You are viewing a plain text version of this content. The canonical link for it is here.

Posted to solr-user@lucene.apache.org by ao...@gmail.com on 2009/09/30 19:54:29 UTC

NGramTokenFilter behaviour

If I index the following text: "I live in Dublin Ireland where
Guinness is brewed"

Then search for: duvlin

Should Solr return a match?

In the admin interface under the analysis section, Solr highlights
some NGram matches?

When I enter the following query string into my browser address bar, I
get 0 results?

http://localhost:8983/solr/select/?q=duvlin&debugQuery=true

Nor do I get results for dub, dubli, ublin, dublin (du does return a result).

I also notice when I use debugQuery=true, the parsed query is a
PhraseQuery.
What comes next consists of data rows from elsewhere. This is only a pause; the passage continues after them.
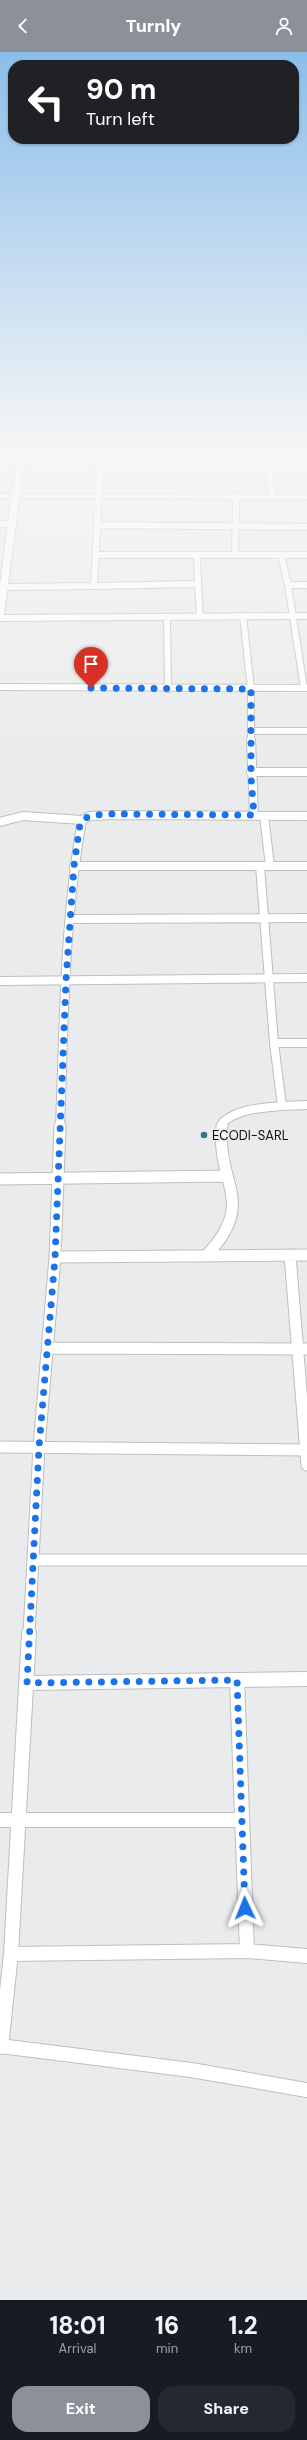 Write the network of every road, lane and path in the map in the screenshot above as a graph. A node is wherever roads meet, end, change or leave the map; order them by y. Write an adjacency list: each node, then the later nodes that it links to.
1 (8, 553): 11 (street)
2 (96, 555): 3 (street); 10 (street)
3 (197, 555): 4 (street); 7 (street)
4 (235, 555): 5 (street)
5 (281, 555): 6 (street); 8 (street)
6 (307, 555)
7 (198, 584): 10 (street); 17 (street)
8 (288, 585): 9 (street); 13 (street)
9 (307, 585)
10 (94, 586): 11 (street)
11 (4, 587): 15 (street)
12 (242, 616): 13 (street); 17 (street); 21 (street)
13 (292, 616): 14 (street); 19 (street)
14 (307, 616)
15 (0, 617): 16 (street)
16 (167, 617): 17 (street); 20 (street)
17 (200, 617)
18 (0, 687): 20 (street)
19 (305, 688): 21 (street)
20 (168, 689): 21 (street)
21 (251, 689): 22 (street)
22 (251, 731): 23 (street); 24 (street)
23 (307, 731)
24 (251, 772): 25 (street); 26 (street)
25 (307, 772)
26 (254, 815): 27 (street); 29 (street)
27 (264, 816): 28 (street); 33 (street)
28 (307, 816)
29 (82, 820): 30 (street); 31 (street)
30 (0, 822)
31 (74, 866): 32 (street); 37 (street)
32 (260, 866): 33 (street); 35 (street)
33 (270, 866): 34 (street)
34 (307, 866)
35 (265, 918): 36 (street); 37 (street); 38 (street)
36 (307, 918)
37 (71, 919): 40 (street)
38 (269, 978): 39 (street); 40 (street); 42 (street)
39 (307, 978)
40 (66, 980): 41 (street); 47 (street)
41 (0, 981)
42 (274, 1043): 43 (street); 45 (street)
43 (307, 1043)
44 (307, 1105): 45 (street)
45 (282, 1106): 46 (street)
46 (227, 1176): 47 (street); 51 (street)
47 (59, 1178): 48 (street); 52 (street)
48 (0, 1179)
49 (290, 1255): 50 (street); 51 (street); 54 (street)
50 (307, 1255)
51 (206, 1256): 52 (street)
52 (55, 1258): 53 (street)
53 (48, 1348): 54 (street); 56 (street)
54 (303, 1349): 57 (street)
55 (0, 1447): 56 (street)
56 (39, 1447): 57 (street); 59 (street)
57 (306, 1450): 58 (street)
58 (307, 1465)
59 (35, 1560): 60 (street); 63 (street)
60 (307, 1560)
61 (307, 1679): 62 (street)
62 (237, 1680): 63 (street); 65 (street)
63 (27, 1683): 66 (street)
64 (0, 1820): 66 (street)
65 (242, 1820): 66 (street); 67 (street)
66 (20, 1821): 68 (street)
67 (247, 1951): 68 (street); 69 (street)
68 (11, 1954): 70 (street)
69 (307, 1956)
70 (1, 2046): 71 (street)
71 (307, 2090)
This doesn't make sense to me, as surely the point of the
NGram is to use a Boolean OR between each Gram??

However, if I don't use an NGramFilterFactory at query time, I can get
results for: dub, ublin, du, but not duvlin.
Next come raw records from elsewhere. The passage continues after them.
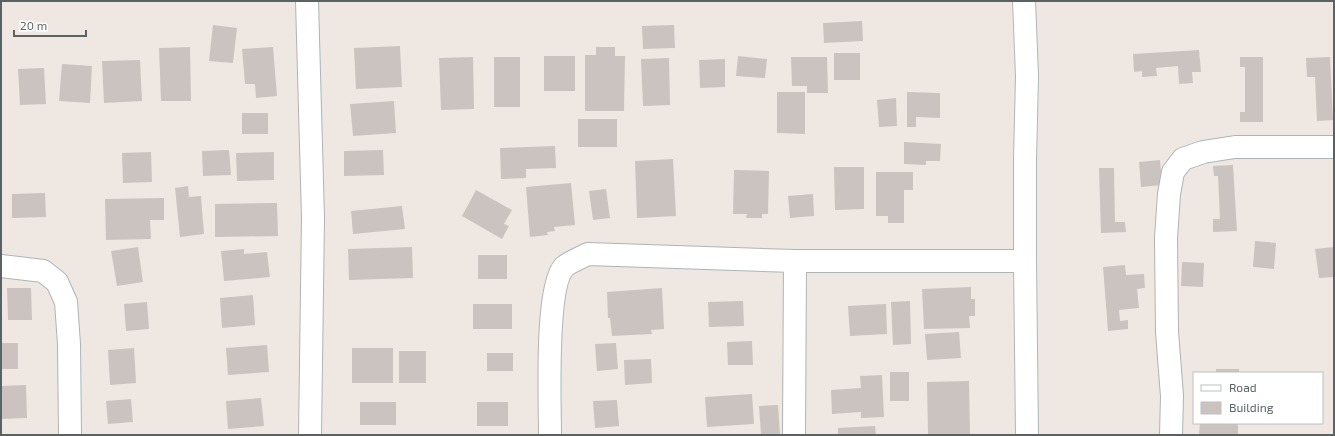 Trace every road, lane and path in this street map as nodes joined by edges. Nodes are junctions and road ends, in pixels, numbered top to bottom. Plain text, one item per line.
1 (307, 1) edge
2 (1024, 1) edge
3 (1334, 147) edge
4 (794, 261) junction
5 (1025, 261) junction
6 (1, 266) edge
7 (70, 435) edge
8 (310, 435) edge
9 (550, 435) edge
10 (794, 435) edge
11 (1027, 435) edge
12 (1171, 435) edge

1 - 8 street
2 - 5 street
3 - 12 street
4 - 5 street
4 - 9 street
4 - 10 street
5 - 11 street
6 - 7 street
<fieldType name="text" class="solr.TextField">
      <analyzer type="index">
        <tokenizer class="solr.StandardTokenizerFactory"/>
        <filter class="solr.LowerCaseFilterFactory"/>
        <filter class="solr.NGramFilterFactory" minGramSize="2"
maxGramSize="15"/>
      </analyzer>
</fieldType>

Can someone please clarify what the purpose of the
NGramFilter/tokenizer is, if not to allow for
misspellings/morphological variation and also, what the correct
configuration is in terms of use at index/query time.

Any help appreciated!

Aodh.

Solr 1.3, JDK 1.6

RE: NGramTokenFilter behaviour

Posted by "Feak, Todd" <To...@smss.sony.com>.
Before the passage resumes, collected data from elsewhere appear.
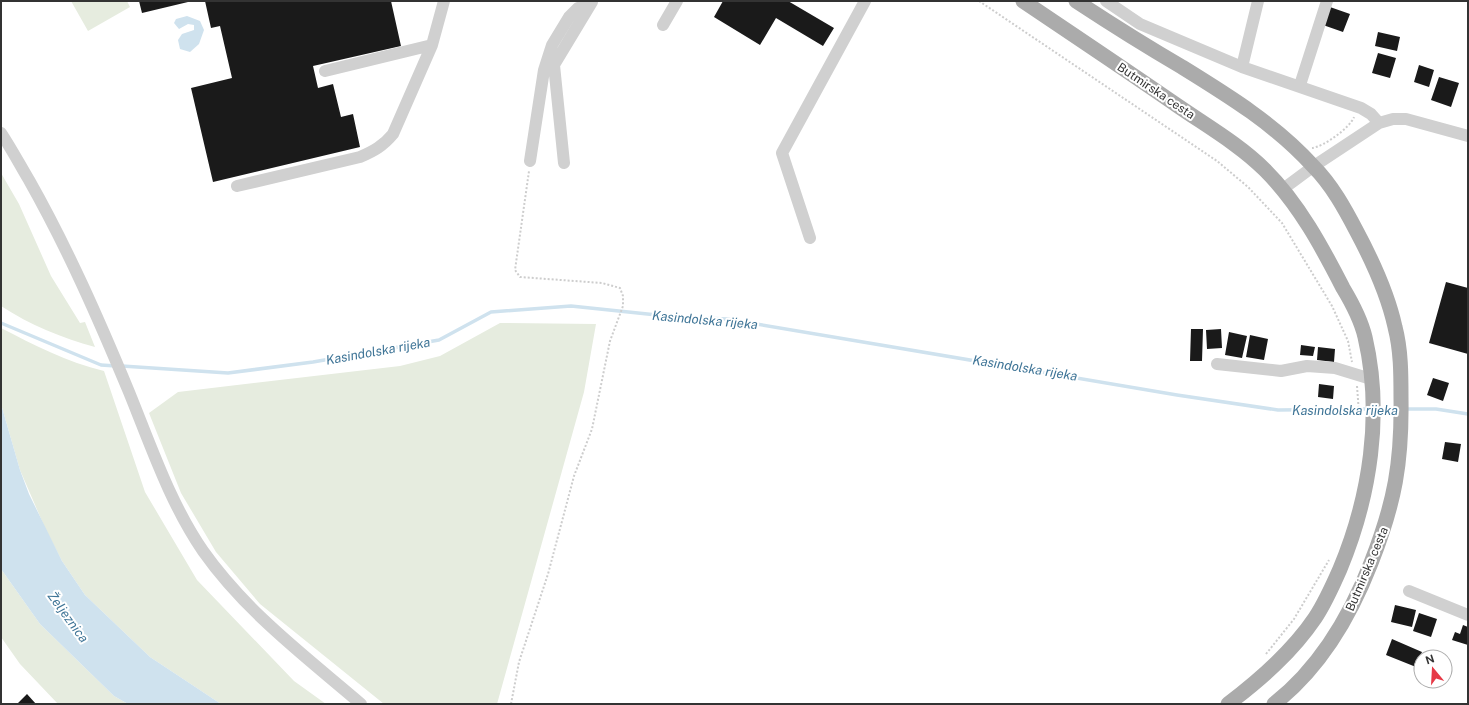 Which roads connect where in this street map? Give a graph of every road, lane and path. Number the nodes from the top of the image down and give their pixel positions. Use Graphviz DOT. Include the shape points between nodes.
graph roads {
  1 [pos="444,1"];
  2 [pos="677,1"];
  3 [pos="865,1"];
  4 [pos="979,1"];
  5 [pos="1023,1"];
  6 [pos="1076,1"];
  7 [pos="1106,1"];
  8 [pos="1258,1"];
  9 [pos="1327,1"];
  10 [pos="592,2"];
  11 [pos="663,25"];
  12 [pos="432,46"];
  13 [pos="1242,67"];
  14 [pos="325,72"];
  15 [pos="1300,86"];
  16 [pos="1353,112"];
  17 [pos="1379,123"];
  18 [pos="1,133"];
  19 [pos="1468,136"];
  20 [pos="1307,147"];
  21 [pos="530,161"];
  22 [pos="564,163"];
  23 [pos="1314,166"];
  24 [pos="237,186"];
  25 [pos="1283,190"];
  26 [pos="810,238"];
  27 [pos="1217,364"];
  28 [pos="1355,374"];
  29 [pos="1371,384"];
  30 [pos="1359,419"];
  31 [pos="1331,555"];
  32 [pos="1409,591"];
  33 [pos="1468,615"];
  34 [pos="1264,656"];
  35 [pos="361,704"];
  36 [pos="510,704"];
  37 [pos="1228,704"];
  38 [pos="1274,704"];
  1 -- 12 [label="street"];
  2 -- 11 [label="street"];
  3 -- 26 [label="street" via="782,153"];
  4 -- 28 [label="path" via="1217,162 1248,187 1282,223 1332,306 1348,341"];
  5 -- 25 [label="main road, Butmirska cesta" via="1233,144 1264,169"];
  6 -- 23 [label="main road" via="1237,101 1272,127"];
  7 -- 13 [label="street" via="1140,24"];
  8 -- 13 [label="street"];
  9 -- 15 [label="street"];
  10 -- 21 [label="street" via="568,16 552,45 544,70"];
  10 -- 22 [label="street" via="554,65"];
  12 -- 14 [label="street"];
  12 -- 24 [label="street" via="393,134 385,144 360,157"];
  13 -- 15 [label="street"];
  15 -- 17 [label="street" via="1361,108"];
  16 -- 20 [label="path" via="1354,119 1349,126 1324,144 1314,148"];
  17 -- 19 [label="street" via="1406,119"];
  17 -- 23 [label="street"];
  18 -- 35 [label="street" via="45,208 98,316 154,456 180,512 202,549 225,580 255,613"];
  21 -- 36 [label="path" via="515,270 517,275 602,283 620,288 623,296 619,318 610,341 592,429 574,476 548,574 519,662"];
  23 -- 25 [label="street"];
  23 -- 38 [label="main road, Butmirska cesta" via="1345,209 1366,248 1395,326 1400,352 1399,467 1386,525 1361,590 1343,625 1321,657"];
  25 -- 29 [label="main road, Butmirska cesta" via="1316,238 1357,315 1365,335"];
  27 -- 28 [label="street" via="1281,372 1307,366 1335,368"];
  28 -- 29 [label="street"];
  28 -- 30 [label="path"];
  29 -- 37 [label="main road, Butmirska cesta" via="1371,458 1358,518 1338,573 1316,617 1292,649"];
  31 -- 34 [label="path" via="1294,619"];
  32 -- 33 [label="street"];
}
My understanding of a NGramTokenizing is to help with languages that don't necessarily contain spaces as a word delimiter (Japanese et al). In that case bi-gramming is used to find words contained within a stream of unbroken characters. In that case, you want to find all of the bi-grams that you input for the search query. An "OR" wouldn't work as well, as you would find tons of hits.

-Todd Feak

-----Original Message-----
From: aodhol@gmail.com [mailto:aodhol@gmail.com] 
Sent: Wednesday, September 30, 2009 10:54 AM
To: solr-user@lucene.apache.org
Subject: NGramTokenFilter behaviour

If I index the following text: "I live in Dublin Ireland where
Guinness is brewed"

Then search for: duvlin

Should Solr return a match?

In the admin interface under the analysis section, Solr highlights
some NGram matches?

When I enter the following query string into my browser address bar, I
get 0 results?

http://localhost:8983/solr/select/?q=duvlin&debugQuery=true

Nor do I get results for dub, dubli, ublin, dublin (du does return a result).

I also notice when I use debugQuery=true, the parsed query is a
PhraseQuery. This doesn't make sense to me, as surely the point of the
NGram is to use a Boolean OR between each Gram??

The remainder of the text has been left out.